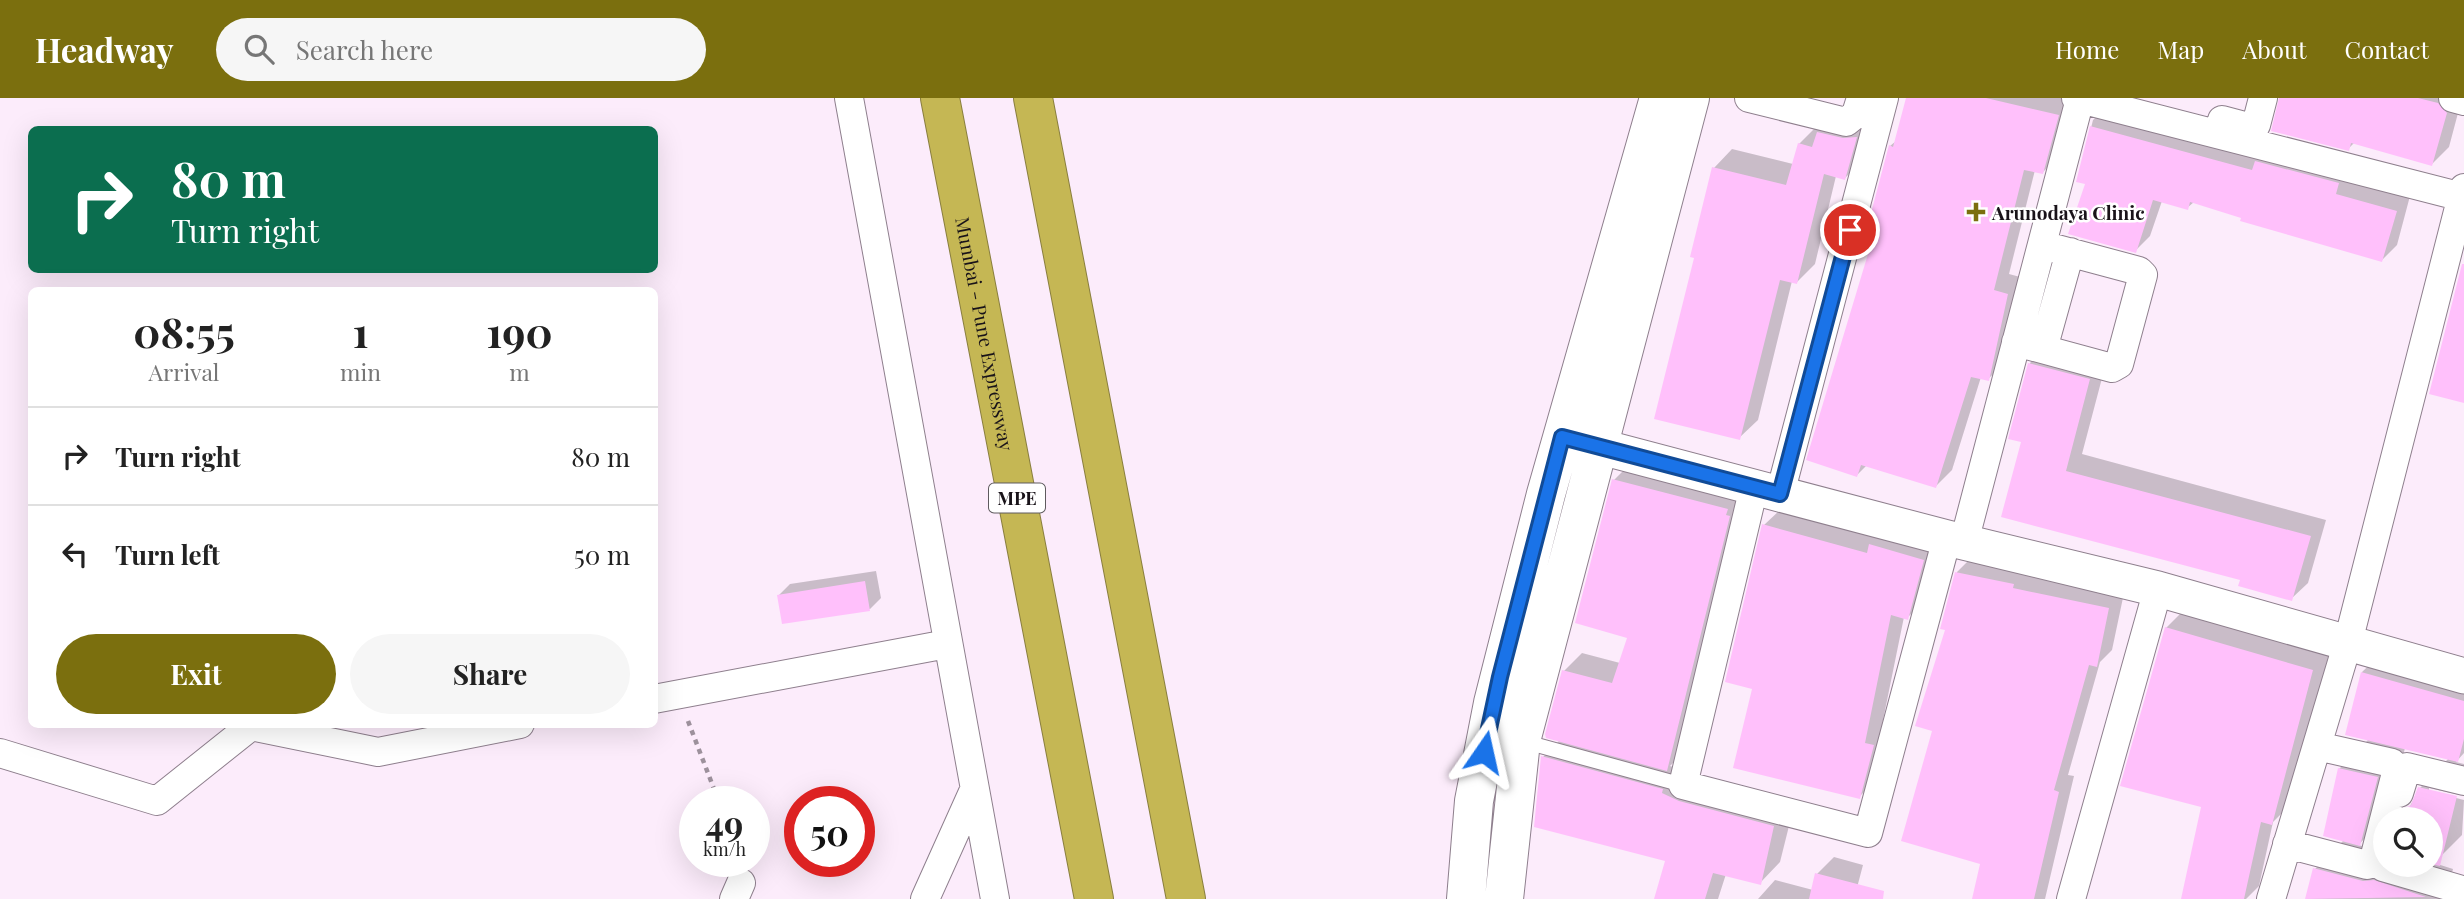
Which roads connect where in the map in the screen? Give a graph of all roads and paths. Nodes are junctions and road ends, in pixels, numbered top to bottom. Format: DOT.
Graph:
graph roads {
  1 [pos="849,98"];
  2 [pos="940,98"];
  3 [pos="1033,98"];
  4 [pos="1659,98"];
  5 [pos="1690,98"];
  6 [pos="1749,98"];
  7 [pos="1861,98"];
  8 [pos="1884,98"];
  9 [pos="2078,98"];
  10 [pos="2263,98"];
  11 [pos="2213,116"];
  12 [pos="2463,192"];
  13 [pos="2042,245"];
  14 [pos="2070,252"];
  15 [pos="2016,342"];
  16 [pos="2043,349"];
  17 [pos="1580,441"];
  18 [pos="1767,490"];
  19 [pos="1955,540"];
  20 [pos="2158,589"];
  21 [pos="2348,642"];
  22 [pos="947,644"];
  23 [pos="2464,676"];
  24 [pos="666,696"];
  25 [pos="249,728"];
  26 [pos="261,728"];
  27 [pos="500,728"];
  28 [pos="1521,741"];
  29 [pos="2317,746"];
  30 [pos="0,753"];
  31 [pos="2464,781"];
  32 [pos="1683,785"];
  33 [pos="711,786"];
  34 [pos="974,790"];
  35 [pos="2395,807"];
  36 [pos="2287,844"];
  37 [pos="2417,877"];
  38 [pos="2462,890"];
  39 [pos="925,899"];
  40 [pos="995,899"];
  41 [pos="1094,899"];
  42 [pos="1186,899"];
  43 [pos="1465,899"];
  44 [pos="1504,899"];
  45 [pos="2071,899"];
  46 [pos="2271,899"];
  1 -- 22 [label="street"];
  2 -- 41 [label="highway, Mumbai - Pune Expressway / MPE"];
  3 -- 42 [label="highway"];
  4 -- 17 [label="main road"];
  5 -- 17 [label="main road"];
  6 -- 7 [label="street"];
  8 -- 18 [label="street"];
  9 -- 11 [label="street"];
  9 -- 13 [label="street"];
  10 -- 11 [label="street"];
  11 -- 12 [label="street"];
  12 -- 21 [label="street"];
  13 -- 14 [label="street"];
  13 -- 15 [label="street"];
  14 -- 16 [label="street"];
  14 -- 16 [label="street"];
  15 -- 16 [label="street"];
  15 -- 19 [label="street"];
  17 -- 18 [label="street"];
  17 -- 28 [label="main road"];
  17 -- 43 [label="main road"];
  18 -- 19 [label="street"];
  18 -- 32 [label="street"];
  19 -- 20 [label="street"];
  19 -- 32 [label="street"];
  20 -- 21 [label="street"];
  20 -- 45 [label="street"];
  21 -- 23 [label="street"];
  21 -- 29 [label="street"];
  22 -- 24 [label="street"];
  22 -- 34 [label="street"];
  24 -- 33 [label="path"];
  25 -- 30 [label="street"];
  26 -- 27 [label="street"];
  28 -- 32 [label="lane"];
  28 -- 44 [label="main road"];
  29 -- 36 [label="street"];
  29 -- 36 [label="street"];
  31 -- 35 [label="street"];
  34 -- 39 [label="street"];
  34 -- 40 [label="street"];
  36 -- 46 [label="street"];
  37 -- 38 [label="street"];
}
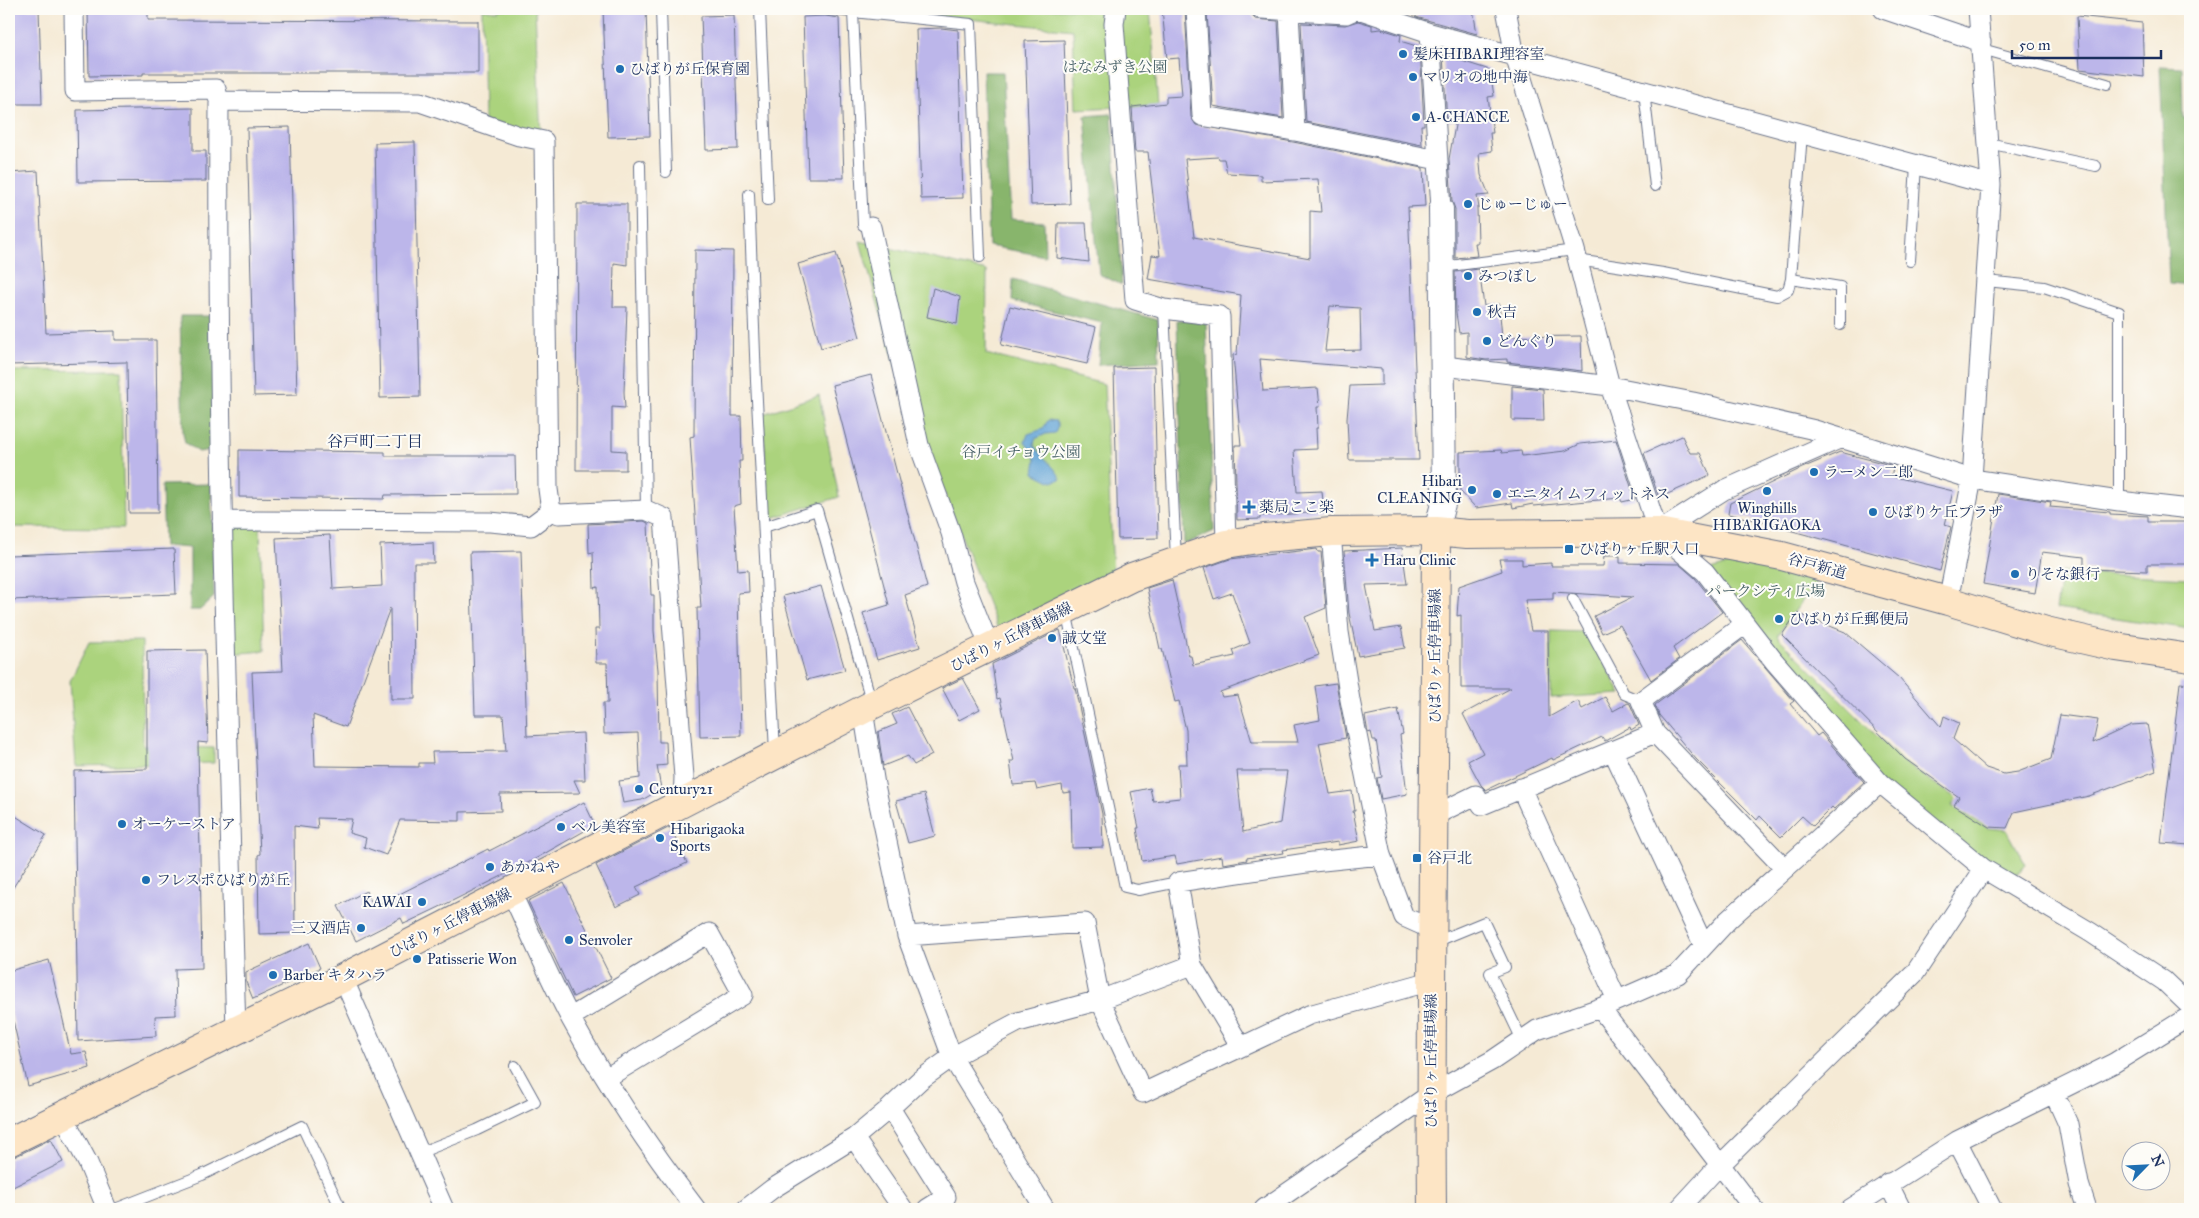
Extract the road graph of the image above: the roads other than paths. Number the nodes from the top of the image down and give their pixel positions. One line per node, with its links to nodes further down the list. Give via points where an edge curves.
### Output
1 (74, 9): 19 (street, via 75,91 216,89)
2 (660, 9): 27 (lane)
3 (760, 9): 31 (lane)
4 (823, 9): 13 (lane)
5 (1116, 9): 40 (street, via 1114,24 1135,300)
6 (1196, 9): 20 (street, via 1202,116)
7 (1261, 9): 12 (street)
8 (1357, 9): 12 (street, via 1346,14); 14 (street)
9 (1506, 9): 16 (street)
10 (1883, 9): 15 (street)
11 (1978, 9): 15 (street)
12 (1289, 11): 20 (street)
13 (853, 12): 33 (lane); 35 (lane, via 972,24)
14 (1430, 34): 16 (street); 23 (street)
15 (1982, 46): 17 (lane); 22 (street)
16 (1515, 56): 18 (street); 34 (street)
17 (2107, 84)
18 (1644, 91): 21 (street); 29 (lane)
19 (218, 101): 49 (street, via 420,102 519,136 544,141 548,489); 50 (street)
20 (1295, 131): 23 (street)
21 (1802, 134): 25 (street); 38 (lane)
22 (1988, 143): 26 (lane); 28 (street)
23 (1438, 160): 32 (street)
24 (640, 165): 48 (lane)
25 (1916, 165): 28 (street); 36 (lane)
26 (2096, 166)
27 (666, 172)
28 (1991, 185): 39 (street)
29 (1655, 186)
30 (749, 194): 51 (lane)
31 (768, 200)
32 (1442, 208): 37 (street)
33 (867, 226): 61 (street, via 919,446 951,533 964,582)
34 (1576, 255): 37 (lane); 38 (lane, via 1777,296 1788,290); 43 (street)
35 (980, 257)
36 (1910, 261)
37 (1441, 268): 42 (street)
38 (1791, 279): 41 (lane, via 1840,287)
39 (1986, 281): 45 (street); 46 (lane, via 2044,287 2119,312)
40 (1164, 309): 55 (street, via 1220,316); 56 (lane)
41 (1840, 326)
42 (1444, 366): 43 (street); 52 (street, via 1444,500)
43 (1610, 386): 44 (street, via 1815,430); 54 (street)
44 (1839, 439): 45 (street); 54 (street, via 1724,490)
45 (1972, 479): 46 (street); 58 (street)
46 (2119, 501): 47 (street)
47 (2190, 509)
48 (646, 510): 49 (street, via 560,514); 70 (street, via 664,518 666,531 684,777)
49 (551, 511): 50 (street, via 530,526 490,522)
50 (222, 521): 89 (street)
51 (764, 527): 64 (lane, via 817,510); 67 (lane)
52 (1436, 531): 53 (main road, ひばりヶ丘停車場線); 54 (main road, 谷戸新道, via 1467,534); 71 (main road, ひばりヶ丘停車場線)
53 (1331, 532): 55 (main road, ひばりヶ丘停車場線); 72 (street, via 1339,632)
54 (1658, 532): 58 (main road, 谷戸新道, via 1782,556); 60 (street, via 1705,572)
55 (1226, 544): 56 (main road, ひばりヶ丘停車場線)
56 (1176, 560): 59 (main road, ひばりヶ丘停車場線)
57 (1573, 599): 63 (lane, via 1624,694)
58 (1948, 600): 62 (main road, 谷戸新道, via 2046,631 2116,647)
59 (1066, 609): 61 (main road, ひばりヶ丘停車場線); 75 (lane, via 1125,887 1138,890)
60 (1745, 624): 63 (street); 68 (street)
61 (990, 648): 64 (main road, ひばりヶ丘停車場線)
62 (2190, 658)
63 (1641, 701): 65 (street)
64 (868, 707): 67 (main road, ひばりヶ丘停車場線); 77 (street, via 874,785)
65 (1655, 733): 66 (street); 73 (street)
66 (1613, 750): 69 (street); 79 (street)
67 (775, 756): 70 (main road, ひばりヶ丘停車場線)
68 (1880, 783): 73 (street); 74 (street)
69 (1521, 788): 71 (street, via 1482,805 1476,795); 84 (street)
70 (683, 803): 76 (main road, ひばりヶ丘停車場線)
71 (1434, 815): 78 (main road, ひばりヶ丘停車場線)
72 (1381, 855): 75 (street); 78 (street, via 1404,917)
73 (1785, 869): 79 (street)
74 (1984, 870): 85 (street, via 2090,932 2164,981); 103 (street, via 1915,973)
75 (1178, 882): 80 (street)
76 (511, 892): 81 (main road, ひばりヶ丘停車場線); 88 (street)
77 (907, 936): 83 (street, via 1085,923); 92 (street)
78 (1433, 937): 82 (main road, ひばりヶ丘停車場線); 90 (lane, via 1484,922 1505,967 1490,974)
79 (1704, 946): 84 (street, via 1678,974)
80 (1192, 965): 83 (street); 91 (street)
81 (342, 978): 89 (main road, ひばりヶ丘停車場線); 102 (street)
82 (1431, 982): 91 (street, via 1309,1015); 96 (main road, ひばりヶ丘停車場線)
83 (1100, 1000): 91 (street, via 1143,1093); 92 (street, via 1018,1022)
84 (1617, 1000): 86 (street)
85 (2190, 1006)
86 (1600, 1008): 90 (street, via 1537,1030); 103 (street)
87 (2190, 1016): 95 (street, via 2114,1063)
88 (571, 1017): 94 (street); 94 (street, via 709,933 743,995)
89 (236, 1031): 98 (main road, ひばりヶ丘停車場線)
90 (1522, 1040): 96 (street)
91 (1241, 1047)
92 (952, 1057): 97 (street, via 920,1080); 113 (street)
93 (515, 1066): 102 (lane, via 535,1102)
94 (606, 1078): 109 (street)
95 (2054, 1093): 100 (street); 121 (street, via 2068,1124)
96 (1431, 1094): 114 (street); 115 (main road, ひばりヶ丘停車場線)
97 (890, 1108): 99 (street); 112 (street, via 946,1198)
98 (63, 1116): 101 (main road, ひばりヶ丘停車場線); 105 (street)
99 (854, 1138): 110 (street); 111 (street)
100 (1957, 1141): 104 (street); 120 (street)
101 (9, 1142)
102 (419, 1153): 108 (street)
103 (1721, 1164): 116 (street); 117 (street)
104 (1888, 1184): 118 (street); 119 (street)
105 (107, 1209)
106 (115, 1209): 107 (lane, via 202,1175 302,1126)
107 (341, 1209)
108 (444, 1209)
109 (696, 1209)
110 (746, 1209)
111 (903, 1209)
112 (927, 1209)
113 (1045, 1209)
114 (1264, 1209)
115 (1432, 1209)
116 (1679, 1209)
117 (1754, 1209)
118 (1850, 1209)
119 (1901, 1209)
120 (1992, 1209)
121 (2087, 1209)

________________________

*EXERCISE BRIEF:*
Each line above with the word "谷戸新道" needs to be copied.

*ANSWER AREA:*
52 (1436, 531): 53 (main road, ひばりヶ丘停車場線); 54 (main road, 谷戸新道, via 1467,534); 71 (main road, ひばりヶ丘停車場線)
54 (1658, 532): 58 (main road, 谷戸新道, via 1782,556); 60 (street, via 1705,572)
58 (1948, 600): 62 (main road, 谷戸新道, via 2046,631 2116,647)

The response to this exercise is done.